- TASK TO COMPLETE
Lines that contain the string "Abbey" are the ones to list; copy all of them from the records.

Top of RECORDS

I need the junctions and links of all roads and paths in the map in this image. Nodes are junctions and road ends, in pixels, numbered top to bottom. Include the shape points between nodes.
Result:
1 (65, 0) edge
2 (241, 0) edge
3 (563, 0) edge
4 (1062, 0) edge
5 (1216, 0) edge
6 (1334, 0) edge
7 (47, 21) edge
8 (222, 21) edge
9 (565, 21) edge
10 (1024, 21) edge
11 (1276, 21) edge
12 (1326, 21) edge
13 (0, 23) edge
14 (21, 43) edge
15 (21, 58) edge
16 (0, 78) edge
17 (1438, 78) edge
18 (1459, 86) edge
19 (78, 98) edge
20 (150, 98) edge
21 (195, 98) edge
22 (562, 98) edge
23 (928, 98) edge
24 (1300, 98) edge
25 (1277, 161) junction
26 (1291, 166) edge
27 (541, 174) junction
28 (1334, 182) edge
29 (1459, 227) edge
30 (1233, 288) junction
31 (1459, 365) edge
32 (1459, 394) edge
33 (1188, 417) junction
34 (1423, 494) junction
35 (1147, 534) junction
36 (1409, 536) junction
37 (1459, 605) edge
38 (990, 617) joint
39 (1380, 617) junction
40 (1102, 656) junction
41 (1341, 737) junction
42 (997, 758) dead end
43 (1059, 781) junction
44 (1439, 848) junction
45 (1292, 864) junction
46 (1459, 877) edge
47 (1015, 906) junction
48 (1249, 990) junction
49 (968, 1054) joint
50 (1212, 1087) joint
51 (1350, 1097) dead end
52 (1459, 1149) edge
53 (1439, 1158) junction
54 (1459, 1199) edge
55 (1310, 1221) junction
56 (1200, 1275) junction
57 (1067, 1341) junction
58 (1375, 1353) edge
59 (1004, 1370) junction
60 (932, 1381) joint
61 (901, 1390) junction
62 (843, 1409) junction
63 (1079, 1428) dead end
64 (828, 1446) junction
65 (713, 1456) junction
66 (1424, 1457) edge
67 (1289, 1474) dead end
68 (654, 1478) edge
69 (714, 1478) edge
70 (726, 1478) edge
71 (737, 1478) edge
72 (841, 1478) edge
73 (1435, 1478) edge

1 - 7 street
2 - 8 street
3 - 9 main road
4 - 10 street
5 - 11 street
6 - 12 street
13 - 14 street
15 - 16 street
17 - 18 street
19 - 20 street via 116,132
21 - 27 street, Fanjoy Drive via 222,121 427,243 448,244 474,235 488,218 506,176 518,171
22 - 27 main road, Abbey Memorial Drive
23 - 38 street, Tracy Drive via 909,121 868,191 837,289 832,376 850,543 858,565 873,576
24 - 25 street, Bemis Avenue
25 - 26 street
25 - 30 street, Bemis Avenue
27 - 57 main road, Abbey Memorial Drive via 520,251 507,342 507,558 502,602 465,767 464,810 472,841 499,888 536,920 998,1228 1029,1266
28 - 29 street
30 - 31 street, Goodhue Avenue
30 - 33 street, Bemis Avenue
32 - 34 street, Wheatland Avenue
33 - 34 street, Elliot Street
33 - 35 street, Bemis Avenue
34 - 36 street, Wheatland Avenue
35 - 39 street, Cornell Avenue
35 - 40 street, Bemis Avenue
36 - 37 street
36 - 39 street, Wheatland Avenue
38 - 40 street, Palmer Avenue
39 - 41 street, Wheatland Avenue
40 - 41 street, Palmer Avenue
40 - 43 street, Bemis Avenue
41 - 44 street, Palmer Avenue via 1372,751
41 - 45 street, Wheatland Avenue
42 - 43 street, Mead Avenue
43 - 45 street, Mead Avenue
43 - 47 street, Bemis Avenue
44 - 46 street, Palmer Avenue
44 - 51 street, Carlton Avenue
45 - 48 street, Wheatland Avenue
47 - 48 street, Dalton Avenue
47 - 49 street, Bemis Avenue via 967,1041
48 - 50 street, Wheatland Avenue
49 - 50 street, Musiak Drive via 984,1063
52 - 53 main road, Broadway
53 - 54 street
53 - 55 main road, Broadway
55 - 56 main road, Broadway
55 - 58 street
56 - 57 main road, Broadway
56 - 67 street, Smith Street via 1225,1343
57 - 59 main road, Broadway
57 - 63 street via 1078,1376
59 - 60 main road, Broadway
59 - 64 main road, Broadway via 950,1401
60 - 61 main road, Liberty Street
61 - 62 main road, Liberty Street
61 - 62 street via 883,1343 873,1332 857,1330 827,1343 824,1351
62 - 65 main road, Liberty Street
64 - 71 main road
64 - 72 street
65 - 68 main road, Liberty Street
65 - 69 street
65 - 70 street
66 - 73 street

Bottom of RECORDS

- EXERCISE OUTPUT
22 - 27 main road, Abbey Memorial Drive
27 - 57 main road, Abbey Memorial Drive via 520,251 507,342 507,558 502,602 465,767 464,810 472,841 499,888 536,920 998,1228 1029,1266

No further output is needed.